I have a WCF service method that calls a SQL stored proc. I'm developing using IIS 5 (can't do much about that, II6/7 not available)
To get some gains, I'm doing a number of async calls to this stored proc by putting the call into a c# TPL Task.
When run as a Task, I'm getting an SQL Exception...
"Login failed. The login is from an untrusted domain and cannot be used with Windows authentication"
However, If I run the exact same process without using a Task, I have no problems with SQL connection
It would appear to me that the credentials for the IIS Virtual folder (WCF) are not being delegated to the Task? Any ideas how I can specificy credentials for the TPL Task thread, ie to use the same as the parent etc ?

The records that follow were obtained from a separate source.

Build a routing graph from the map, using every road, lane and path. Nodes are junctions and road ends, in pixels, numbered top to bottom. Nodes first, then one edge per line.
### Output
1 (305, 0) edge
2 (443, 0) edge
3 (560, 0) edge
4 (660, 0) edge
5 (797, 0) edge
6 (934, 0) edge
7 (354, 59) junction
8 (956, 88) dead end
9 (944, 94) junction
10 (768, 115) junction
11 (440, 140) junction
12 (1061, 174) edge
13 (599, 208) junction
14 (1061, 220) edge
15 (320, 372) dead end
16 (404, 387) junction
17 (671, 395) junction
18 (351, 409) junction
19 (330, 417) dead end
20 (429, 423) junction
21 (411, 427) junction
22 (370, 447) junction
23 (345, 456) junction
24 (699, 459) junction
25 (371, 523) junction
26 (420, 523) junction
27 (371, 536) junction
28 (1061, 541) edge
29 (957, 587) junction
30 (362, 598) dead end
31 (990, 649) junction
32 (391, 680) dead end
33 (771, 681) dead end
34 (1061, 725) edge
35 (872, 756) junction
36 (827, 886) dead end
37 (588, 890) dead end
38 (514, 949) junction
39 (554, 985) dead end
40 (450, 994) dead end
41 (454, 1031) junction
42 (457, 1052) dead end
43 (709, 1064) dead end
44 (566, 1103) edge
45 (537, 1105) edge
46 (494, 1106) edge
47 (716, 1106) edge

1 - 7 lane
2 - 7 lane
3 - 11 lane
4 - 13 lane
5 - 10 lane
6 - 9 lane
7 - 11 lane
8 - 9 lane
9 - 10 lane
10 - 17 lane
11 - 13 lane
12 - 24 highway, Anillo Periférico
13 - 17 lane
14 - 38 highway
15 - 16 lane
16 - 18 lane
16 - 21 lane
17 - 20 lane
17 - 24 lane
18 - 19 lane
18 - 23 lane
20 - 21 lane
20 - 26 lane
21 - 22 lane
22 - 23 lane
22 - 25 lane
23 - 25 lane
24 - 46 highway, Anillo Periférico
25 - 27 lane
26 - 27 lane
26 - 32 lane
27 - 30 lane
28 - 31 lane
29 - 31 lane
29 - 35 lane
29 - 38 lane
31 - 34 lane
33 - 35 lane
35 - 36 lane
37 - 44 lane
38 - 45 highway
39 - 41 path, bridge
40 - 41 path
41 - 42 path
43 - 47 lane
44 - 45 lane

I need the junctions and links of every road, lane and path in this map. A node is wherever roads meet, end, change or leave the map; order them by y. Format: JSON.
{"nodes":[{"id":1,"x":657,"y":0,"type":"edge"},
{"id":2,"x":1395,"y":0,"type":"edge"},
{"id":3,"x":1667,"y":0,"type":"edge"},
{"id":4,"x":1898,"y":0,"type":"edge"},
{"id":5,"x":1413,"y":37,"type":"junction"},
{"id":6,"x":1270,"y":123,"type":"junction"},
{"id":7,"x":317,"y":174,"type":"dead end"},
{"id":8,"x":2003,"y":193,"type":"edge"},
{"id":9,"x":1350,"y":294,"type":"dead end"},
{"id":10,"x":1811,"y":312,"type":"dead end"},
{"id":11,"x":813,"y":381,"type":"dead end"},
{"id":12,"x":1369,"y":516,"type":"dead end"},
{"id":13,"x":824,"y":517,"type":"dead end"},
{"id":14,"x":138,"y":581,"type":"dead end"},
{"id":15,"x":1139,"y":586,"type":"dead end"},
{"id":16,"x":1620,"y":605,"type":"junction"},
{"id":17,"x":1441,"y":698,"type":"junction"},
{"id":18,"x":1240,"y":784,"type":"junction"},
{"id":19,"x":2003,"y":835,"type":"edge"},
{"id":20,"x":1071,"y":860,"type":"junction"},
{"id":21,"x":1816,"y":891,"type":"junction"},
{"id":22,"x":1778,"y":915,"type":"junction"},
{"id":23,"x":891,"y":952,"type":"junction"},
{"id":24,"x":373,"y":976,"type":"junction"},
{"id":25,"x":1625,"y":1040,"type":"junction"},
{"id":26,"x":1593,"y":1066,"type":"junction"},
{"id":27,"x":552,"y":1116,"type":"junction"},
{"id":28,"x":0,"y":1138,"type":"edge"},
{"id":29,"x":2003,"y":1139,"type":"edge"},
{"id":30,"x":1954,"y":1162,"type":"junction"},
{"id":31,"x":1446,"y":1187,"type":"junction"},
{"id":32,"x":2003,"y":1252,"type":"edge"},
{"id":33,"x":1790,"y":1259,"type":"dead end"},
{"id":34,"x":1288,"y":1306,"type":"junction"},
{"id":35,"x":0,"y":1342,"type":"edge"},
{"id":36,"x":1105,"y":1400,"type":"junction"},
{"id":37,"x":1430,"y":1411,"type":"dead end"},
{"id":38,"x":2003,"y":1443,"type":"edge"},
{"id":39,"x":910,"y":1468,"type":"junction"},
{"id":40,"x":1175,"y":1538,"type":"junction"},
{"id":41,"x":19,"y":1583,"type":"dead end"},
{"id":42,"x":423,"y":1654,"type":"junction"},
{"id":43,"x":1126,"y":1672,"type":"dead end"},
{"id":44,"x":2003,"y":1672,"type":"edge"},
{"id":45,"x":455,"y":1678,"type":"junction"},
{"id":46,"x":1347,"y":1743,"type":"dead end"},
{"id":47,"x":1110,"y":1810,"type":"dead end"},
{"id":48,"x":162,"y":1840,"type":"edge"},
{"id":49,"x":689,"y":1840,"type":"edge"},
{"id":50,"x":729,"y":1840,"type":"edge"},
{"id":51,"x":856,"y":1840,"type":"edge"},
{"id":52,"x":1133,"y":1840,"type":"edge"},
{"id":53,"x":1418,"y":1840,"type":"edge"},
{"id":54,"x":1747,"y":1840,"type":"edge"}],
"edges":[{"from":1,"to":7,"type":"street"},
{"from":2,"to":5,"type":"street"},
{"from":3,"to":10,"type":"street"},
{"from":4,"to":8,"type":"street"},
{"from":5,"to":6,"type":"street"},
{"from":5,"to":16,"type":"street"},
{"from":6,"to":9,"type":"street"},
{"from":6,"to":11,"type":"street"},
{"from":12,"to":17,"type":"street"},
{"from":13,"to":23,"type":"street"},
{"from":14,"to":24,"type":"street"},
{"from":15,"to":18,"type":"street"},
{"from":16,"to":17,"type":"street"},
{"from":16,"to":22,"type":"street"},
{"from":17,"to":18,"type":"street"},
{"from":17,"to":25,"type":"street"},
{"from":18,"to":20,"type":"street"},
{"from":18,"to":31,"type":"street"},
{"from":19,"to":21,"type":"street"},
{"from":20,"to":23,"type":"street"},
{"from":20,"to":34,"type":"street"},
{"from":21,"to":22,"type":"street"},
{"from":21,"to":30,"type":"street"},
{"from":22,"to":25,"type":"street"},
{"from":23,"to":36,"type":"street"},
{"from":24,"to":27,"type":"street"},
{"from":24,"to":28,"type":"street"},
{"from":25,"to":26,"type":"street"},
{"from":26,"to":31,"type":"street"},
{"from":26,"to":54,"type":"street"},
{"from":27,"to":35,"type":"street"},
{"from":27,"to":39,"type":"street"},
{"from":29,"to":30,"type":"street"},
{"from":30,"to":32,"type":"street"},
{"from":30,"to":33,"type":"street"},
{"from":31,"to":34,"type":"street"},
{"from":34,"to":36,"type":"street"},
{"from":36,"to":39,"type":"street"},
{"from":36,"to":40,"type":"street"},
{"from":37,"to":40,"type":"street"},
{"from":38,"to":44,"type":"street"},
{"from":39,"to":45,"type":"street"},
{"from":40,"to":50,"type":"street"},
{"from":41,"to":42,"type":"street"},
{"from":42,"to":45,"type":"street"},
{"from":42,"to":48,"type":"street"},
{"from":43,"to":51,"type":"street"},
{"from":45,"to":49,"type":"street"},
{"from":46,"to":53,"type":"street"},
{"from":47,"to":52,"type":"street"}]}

I am using Windows Authentication (sspi), and impersonation to be able to connect to the seperate SQL box.
Your help appreciated.
You have two choices.
1) Opt your entire application into always flowing the identity using:
<runtime>
<alwaysFlowImpersonationPolicy enabled="true"/>
</runtime>
This has a side effect of overhead and the danger of accidentally executing some unintended code with the priviledges of the currently calling user rather than the application identity. I would personally avoid this and go with #2 where you explicitly opt-in.
2) Capture the WindowsIdentity
before setting up your TPL tasks and explicitly impersonate where you need to make the calls using Impersonate
+ WindowsImpersonationContext
:
public void SomeWCFOperation()
{
WindowsIdentity currentIdentity = WindowsIdentity.GetCurrent();
Task.Factory.StartNew(() =>
{
// some unpriviledged code here
using(WindowsImpersonationContext impersonationContext = currentIdentity.Impersonate())
{
// this code will execute with the priviledges of the caller
}
// some more unpriviledged code here
});
}
As another workaround, you can create extensions to the TPL as follows:
public static class TaskFactoryExtensions
{
public static Task StartNewImpersonated(this TaskFactory taskFactory, Action action)
{
var identity = WindowsIdentity.GetCurrent();
return taskFactory.StartNew(() =>
{
using (identity.Impersonate())
{
action();
}
});
}
public static Task<TResult> StartNewImpersonated<TResult>(this TaskFactory taskFactory, Func<TResult> function)
{
var identity = WindowsIdentity.GetCurrent();
return taskFactory.StartNew<TResult>(() =>
{
using (identity.Impersonate())
{
return function();
}
});
}
}
You would then call these new methods in place of the standard StartNew methods.
The downside to this is that there are a lot of methods to override.